Which countries are doing the most effective job of testing for COVID-19? And does all this focus on testing really matter, anyway? There seems to be considerable debate about both of those questions. Using a novel look at the data, we’ll see that while testing is ramping up worldwide, the U.S. has a long, long way to go. And we’ll see that testing really does matter.
Let’s start with a comparison of the countries, using the testing, cases, and deaths numbers from the Worldometers database through Thursday, May 14, for a group of over 50 countries. Collectively, these countries account for over 90% of the cases reported worldwide and almost 95% of the deaths. To adjust for widely differing populations, we’ll use per-capita numbers – i.e., per 1MM population – rather than the raw numbers. The first graph below presents Total Cases along the horizontal axis and Total Tests performed along the vertical axis:
Not surprisingly, the results are widely scattered. Testing practices differ dramatically from country to country. In fact, four countries – Iceland, the UAE, Luxembourg, and tiny San Marino – aren’t shown because each one performed more than 90,000 tests per MM. At the other end of the spectrum, some countries simply lack the resources and the necessary healthcare infrastructure to do more testing, or have made different testing policy choices.

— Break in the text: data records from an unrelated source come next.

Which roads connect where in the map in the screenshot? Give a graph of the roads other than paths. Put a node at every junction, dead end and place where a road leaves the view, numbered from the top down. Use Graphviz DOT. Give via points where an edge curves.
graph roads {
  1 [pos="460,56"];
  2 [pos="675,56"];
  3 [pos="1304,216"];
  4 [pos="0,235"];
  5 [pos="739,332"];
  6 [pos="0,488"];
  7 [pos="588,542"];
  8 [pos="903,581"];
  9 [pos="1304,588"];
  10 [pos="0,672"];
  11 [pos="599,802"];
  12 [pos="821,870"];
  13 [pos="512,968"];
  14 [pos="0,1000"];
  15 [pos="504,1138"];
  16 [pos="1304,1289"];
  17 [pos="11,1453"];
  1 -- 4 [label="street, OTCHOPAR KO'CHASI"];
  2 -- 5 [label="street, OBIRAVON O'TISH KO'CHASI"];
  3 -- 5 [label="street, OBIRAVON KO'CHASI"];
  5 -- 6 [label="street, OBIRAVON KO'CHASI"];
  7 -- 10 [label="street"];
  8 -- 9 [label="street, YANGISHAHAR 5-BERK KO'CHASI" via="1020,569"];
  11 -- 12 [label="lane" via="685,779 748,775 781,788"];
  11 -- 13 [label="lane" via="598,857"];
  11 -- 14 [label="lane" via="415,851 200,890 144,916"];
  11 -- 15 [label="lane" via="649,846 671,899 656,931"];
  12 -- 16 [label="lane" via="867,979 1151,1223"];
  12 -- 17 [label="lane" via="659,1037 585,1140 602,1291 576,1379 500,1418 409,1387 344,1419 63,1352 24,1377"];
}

Moreover, the cases vs. tests causality runs both ways. Clearly, more testing results in more cases being reported, as asymptomatic or mild cases get added to the COVID-19 Total Cases statistics. But at the same time, more cases drive the need to do more testing. A single case will provoke multiple tests: first, the test to confirm the diagnosis, then more tests to confirm that the patient has recovered – two consecutive negatives are frequently required before quarantine can be lifted – and possibly even additional tests of the patient’s housemates and other obvious candidates for testing. To model this response, we’ve added an upward-sloping red broken line to the above graph, which presumes that every reported case creates a demand for five tests. Countries whose Total Tests put them at or below that red line are doing the minimum amount of testing necessary, given their caseloads. The farther above the red line a country’s datapoint sits, the more “strategic” testing they’re doing – that could include more frequent testing of high-risk people like healthcare and food service workers, and more extensive contact tracing when new cases are discovered. We can apportion a country’s total testing between “necessary” and “strategic” testing, and quantify each.

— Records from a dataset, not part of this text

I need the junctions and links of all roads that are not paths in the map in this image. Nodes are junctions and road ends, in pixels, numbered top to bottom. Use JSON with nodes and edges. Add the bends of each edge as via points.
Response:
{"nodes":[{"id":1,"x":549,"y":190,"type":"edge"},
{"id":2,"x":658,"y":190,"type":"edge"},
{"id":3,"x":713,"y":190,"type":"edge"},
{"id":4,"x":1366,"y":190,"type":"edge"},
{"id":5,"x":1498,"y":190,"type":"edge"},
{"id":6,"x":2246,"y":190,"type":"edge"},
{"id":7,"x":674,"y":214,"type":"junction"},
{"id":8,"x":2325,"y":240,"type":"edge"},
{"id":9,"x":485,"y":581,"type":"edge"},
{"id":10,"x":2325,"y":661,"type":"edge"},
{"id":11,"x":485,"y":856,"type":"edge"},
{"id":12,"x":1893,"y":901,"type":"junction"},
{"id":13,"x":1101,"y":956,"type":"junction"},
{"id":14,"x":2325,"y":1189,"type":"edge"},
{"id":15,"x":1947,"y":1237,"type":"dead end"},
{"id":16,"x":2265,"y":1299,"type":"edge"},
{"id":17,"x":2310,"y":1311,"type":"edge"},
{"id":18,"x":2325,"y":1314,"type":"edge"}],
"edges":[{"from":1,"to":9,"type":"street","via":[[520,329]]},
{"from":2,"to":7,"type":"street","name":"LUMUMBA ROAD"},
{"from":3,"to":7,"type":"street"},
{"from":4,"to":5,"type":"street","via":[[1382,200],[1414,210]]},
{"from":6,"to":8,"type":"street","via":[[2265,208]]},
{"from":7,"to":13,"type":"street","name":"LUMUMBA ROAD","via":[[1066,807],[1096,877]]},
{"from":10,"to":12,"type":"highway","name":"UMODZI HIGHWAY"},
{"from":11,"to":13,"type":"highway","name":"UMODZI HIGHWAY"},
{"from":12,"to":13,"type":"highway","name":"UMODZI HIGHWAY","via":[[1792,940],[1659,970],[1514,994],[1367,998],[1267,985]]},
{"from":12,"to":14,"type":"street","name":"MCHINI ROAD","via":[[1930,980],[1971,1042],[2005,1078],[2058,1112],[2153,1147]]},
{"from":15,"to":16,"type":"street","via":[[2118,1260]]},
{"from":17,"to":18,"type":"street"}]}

Now let’s return to the U.S.’s performance on testing. The U.S. had done 10.6 million tests. That’s by far the most in the world, which isn’t surprising given our population of over 330 million. But on a per-capita basis, our 32,200 tests per MM rank us only 28th of the 54 countries in this analysis. And on the metric of “Strategic” Tests, calculated as Total Tests minus 5 times the number of Total Cases – i.e., Total Tests minus “Necessary” Tests – the U.S. fares even worse: we are in 36th place.
Perhaps Total Cases isn’t the right metric to consider in the first place. As with the common flu, anyone with more than mild coronavirus symptoms will consume healthcare resources and be a less productive worker. But with a disease that’s as arguably lethal as COVID-19 – which has so far killed over 300,000 souls – reducing deaths must be the primary focus.
So let’s reconsider our analysis. This time, we’ll graph Total Deaths, rather than Cases, per capita, and consider only “Strategic”, rather than Total, Tests. Here’s the resulting graph, with Total Deaths along the vertical axis presented on a logarithmic rather than a linear scale:
Again, there is quite a scatter here, but it helps to separate the countries into three distinct clusters: (1) the affluent west, which includes most of Europe plus the U.S., Canada, Australia, and New Zealand; (2) a group of other generally affluent countries; and (3) countries in the developing world.
Cluster #1. The affluent west seems to show a clear correlation between increased “strategic” testing and fewer deaths. That correlation becomes even more apparent when we consider that Italy, Spain, and Belgium were by a couple of weeks the first western countries to be truly clobbered by the pandemic, and in that sense their death rates are outliers; the rest of us have had the opportunity to learn from them. (Also note that the graph scale for Total Deaths is logarithmic, so the higher up the scale datapoints sit, the more a visual distinction between them will be understated.)
Cluster #2. This group consists primarily of relatively affluent countries in the Far East and the Middle East, and are somewhat special situations. Several of these countries have used testing intensively, but in generally in specifically targeted situations. A good example of this is South Korea, which has kept fatalities low without needing to test large segments of the population.
Cluster #3. These are mostly countries in the developing world that have not done much testing – in fact, in some the calculation of “Strategic” Tests results in negative numbers. But these countries are also earlier in the pandemic’s progression than the affluent west is. Where there seems to be some modest correlation between testing and lower death rates, these countries will be of increasing concern in the coming months.
This analysis is admittedly limited by the underlying quality of the available data, by the fact that different countries – and different states within the U.S. – have different counting rules, and by the large number of factors we haven’t even considered here. Even so, the data support two principal conclusions: (1) the U.S. needs to accelerate its testing, and (2) testing matters.